Referenced in: none

Automatically associated channels: Cav3.1

Title: Voltage-gated ca(2+) channel mediated ca(2+) influx in epileptogenesis.

Authors: Magdalena Siwek, Christina Henseler, Karl Broich, Anna Papazoglou, Marco Weiergräber

Journal, date & volume: Adv. Exp. Med. Biol., 2012 , 740, 1219-47

PubMed link: http://www.ncbi.nlm.nih.gov/pubmed/22453990

Abstract
Voltage- and ligand-gated ion channels are key elements in the etiopathogenesis of various forms of epilepsy. In this chapter, we present an overview of the functional implications of voltage-gated Ca(2+) channels in modulating internal Ca(2+) level fluctuations and generating ictiform/epileptiform cellular electrophysiological activity.
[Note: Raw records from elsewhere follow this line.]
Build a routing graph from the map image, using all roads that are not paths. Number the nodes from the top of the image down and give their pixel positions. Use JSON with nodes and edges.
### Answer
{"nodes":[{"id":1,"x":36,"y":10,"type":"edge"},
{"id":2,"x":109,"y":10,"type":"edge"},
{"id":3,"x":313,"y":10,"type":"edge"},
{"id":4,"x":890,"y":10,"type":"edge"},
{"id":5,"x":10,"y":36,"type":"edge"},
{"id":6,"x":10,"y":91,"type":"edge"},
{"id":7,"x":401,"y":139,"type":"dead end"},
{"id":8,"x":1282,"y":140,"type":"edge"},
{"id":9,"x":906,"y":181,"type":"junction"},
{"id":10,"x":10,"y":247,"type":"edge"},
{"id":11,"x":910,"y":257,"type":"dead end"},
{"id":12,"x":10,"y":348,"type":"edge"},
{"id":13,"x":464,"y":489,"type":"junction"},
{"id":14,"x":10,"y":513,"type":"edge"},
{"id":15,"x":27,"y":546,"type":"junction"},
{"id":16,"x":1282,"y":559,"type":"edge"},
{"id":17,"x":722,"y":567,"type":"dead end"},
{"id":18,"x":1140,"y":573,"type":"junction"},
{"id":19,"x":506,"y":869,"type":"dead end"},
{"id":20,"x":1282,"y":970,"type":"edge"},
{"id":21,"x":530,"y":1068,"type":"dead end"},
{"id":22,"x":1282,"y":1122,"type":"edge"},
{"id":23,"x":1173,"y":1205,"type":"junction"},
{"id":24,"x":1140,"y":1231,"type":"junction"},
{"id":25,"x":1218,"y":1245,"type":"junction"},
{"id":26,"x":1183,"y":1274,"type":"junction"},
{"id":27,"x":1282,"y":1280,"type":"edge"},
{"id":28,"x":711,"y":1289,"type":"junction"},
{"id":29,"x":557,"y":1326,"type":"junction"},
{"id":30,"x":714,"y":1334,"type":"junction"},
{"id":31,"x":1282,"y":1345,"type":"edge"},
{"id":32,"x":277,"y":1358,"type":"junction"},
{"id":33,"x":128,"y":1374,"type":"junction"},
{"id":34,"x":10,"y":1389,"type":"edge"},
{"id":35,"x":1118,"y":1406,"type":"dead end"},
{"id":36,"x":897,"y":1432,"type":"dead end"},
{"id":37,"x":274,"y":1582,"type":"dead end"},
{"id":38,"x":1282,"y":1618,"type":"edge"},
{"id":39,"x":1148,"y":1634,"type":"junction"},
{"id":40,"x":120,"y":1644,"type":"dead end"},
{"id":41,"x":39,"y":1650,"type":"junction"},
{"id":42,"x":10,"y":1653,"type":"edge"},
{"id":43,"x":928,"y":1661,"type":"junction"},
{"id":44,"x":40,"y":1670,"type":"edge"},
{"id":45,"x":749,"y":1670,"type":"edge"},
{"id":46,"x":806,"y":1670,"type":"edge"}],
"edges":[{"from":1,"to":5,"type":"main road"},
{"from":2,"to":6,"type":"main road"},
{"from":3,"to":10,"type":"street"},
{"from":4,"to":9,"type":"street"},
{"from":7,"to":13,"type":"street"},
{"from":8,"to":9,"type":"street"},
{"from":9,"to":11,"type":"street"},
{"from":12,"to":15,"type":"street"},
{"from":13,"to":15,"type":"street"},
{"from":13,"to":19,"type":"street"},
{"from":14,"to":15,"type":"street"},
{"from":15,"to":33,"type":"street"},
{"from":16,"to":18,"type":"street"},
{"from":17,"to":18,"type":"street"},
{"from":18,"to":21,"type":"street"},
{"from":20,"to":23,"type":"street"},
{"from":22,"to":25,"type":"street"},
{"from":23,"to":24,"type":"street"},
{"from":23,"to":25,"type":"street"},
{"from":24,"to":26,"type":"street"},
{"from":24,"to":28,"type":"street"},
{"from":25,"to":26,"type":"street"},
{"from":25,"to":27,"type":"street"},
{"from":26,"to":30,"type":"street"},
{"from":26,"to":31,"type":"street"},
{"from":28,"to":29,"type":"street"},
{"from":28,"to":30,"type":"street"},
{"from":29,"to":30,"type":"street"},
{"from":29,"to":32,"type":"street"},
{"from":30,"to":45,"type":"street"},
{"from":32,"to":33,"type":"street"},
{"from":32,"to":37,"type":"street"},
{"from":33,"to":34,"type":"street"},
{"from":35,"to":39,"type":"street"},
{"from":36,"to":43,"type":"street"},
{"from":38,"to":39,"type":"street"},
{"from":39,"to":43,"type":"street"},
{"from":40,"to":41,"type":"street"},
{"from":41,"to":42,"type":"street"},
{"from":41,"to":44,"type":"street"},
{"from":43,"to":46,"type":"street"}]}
A specific focus will be on the fascinating and evolving field of high-voltage activated (HVA) Non-L-type Ca(v)2.3 R-type channels and low-voltage activated (LVA) Ca(v)3.1-3.3 T-type Ca(2+) channels in the genesis of plateau potentials and excessive rebound bursting. Plateau potentials have been characterised in the hippocampus and were shown to be triggered by Ca(v)2.3 which subsequently activate CNG channels that mediate long-lasting plateaus. In the thalamocortical network, a complex ion channel armamentarium is involved in regulating a complex balance of burst and tonic mode activity. Recent findings point to an outstanding role of R- and T-type channels in both thalamocortical eurhythmia and pathophysiological -aberrations. Thus, pharmacological modulation of voltage-gated Ca(2+)-channels might prove more and more important in treatment of neurological and psychiatric disorder such as schizophrenia, mania, dementia and epilepsy.